Write the listing out once more, with every line exactly as it stands.
■ ■ ■ ■ ■ ■ ■
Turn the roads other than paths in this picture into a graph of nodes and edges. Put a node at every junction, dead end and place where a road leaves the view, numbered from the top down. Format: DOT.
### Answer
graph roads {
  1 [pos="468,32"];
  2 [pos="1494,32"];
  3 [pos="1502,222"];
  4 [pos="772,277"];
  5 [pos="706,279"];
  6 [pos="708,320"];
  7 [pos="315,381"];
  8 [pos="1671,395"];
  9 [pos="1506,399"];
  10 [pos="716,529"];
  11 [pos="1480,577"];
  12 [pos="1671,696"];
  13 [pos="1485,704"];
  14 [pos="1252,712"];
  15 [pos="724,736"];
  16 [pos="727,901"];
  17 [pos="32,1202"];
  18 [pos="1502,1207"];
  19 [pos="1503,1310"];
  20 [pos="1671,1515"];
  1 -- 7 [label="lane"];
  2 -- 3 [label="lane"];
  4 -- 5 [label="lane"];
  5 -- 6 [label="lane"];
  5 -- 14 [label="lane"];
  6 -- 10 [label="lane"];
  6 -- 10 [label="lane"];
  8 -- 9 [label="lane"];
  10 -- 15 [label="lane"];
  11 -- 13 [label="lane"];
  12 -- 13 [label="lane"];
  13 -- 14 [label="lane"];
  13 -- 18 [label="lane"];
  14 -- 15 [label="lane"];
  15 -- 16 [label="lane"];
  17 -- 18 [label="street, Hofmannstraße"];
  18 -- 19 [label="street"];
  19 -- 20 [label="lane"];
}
■ ■ ■ ■ ■ ■ ■
_RESPONSE_:
Turn the roads other than paths in this picture into a graph of nodes and edges. Put a node at every junction, dead end and place where a road leaves the view, numbered from the top down. Format: DOT.
### Answer
graph roads {
  1 [pos="468,32"];
  2 [pos="1494,32"];
  3 [pos="1502,222"];
  4 [pos="772,277"];
  5 [pos="706,279"];
  6 [pos="708,320"];
  7 [pos="315,381"];
  8 [pos="1671,395"];
  9 [pos="1506,399"];
  10 [pos="716,529"];
  11 [pos="1480,577"];
  12 [pos="1671,696"];
  13 [pos="1485,704"];
  14 [pos="1252,712"];
  15 [pos="724,736"];
  16 [pos="727,901"];
  17 [pos="32,1202"];
  18 [pos="1502,1207"];
  19 [pos="1503,1310"];
  20 [pos="1671,1515"];
  1 -- 7 [label="lane"];
  2 -- 3 [label="lane"];
  4 -- 5 [label="lane"];
  5 -- 6 [label="lane"];
  5 -- 14 [label="lane"];
  6 -- 10 [label="lane"];
  6 -- 10 [label="lane"];
  8 -- 9 [label="lane"];
  10 -- 15 [label="lane"];
  11 -- 13 [label="lane"];
  12 -- 13 [label="lane"];
  13 -- 14 [label="lane"];
  13 -- 18 [label="lane"];
  14 -- 15 [label="lane"];
  15 -- 16 [label="lane"];
  17 -- 18 [label="street, Hofmannstraße"];
  18 -- 19 [label="street"];
  19 -- 20 [label="lane"];
}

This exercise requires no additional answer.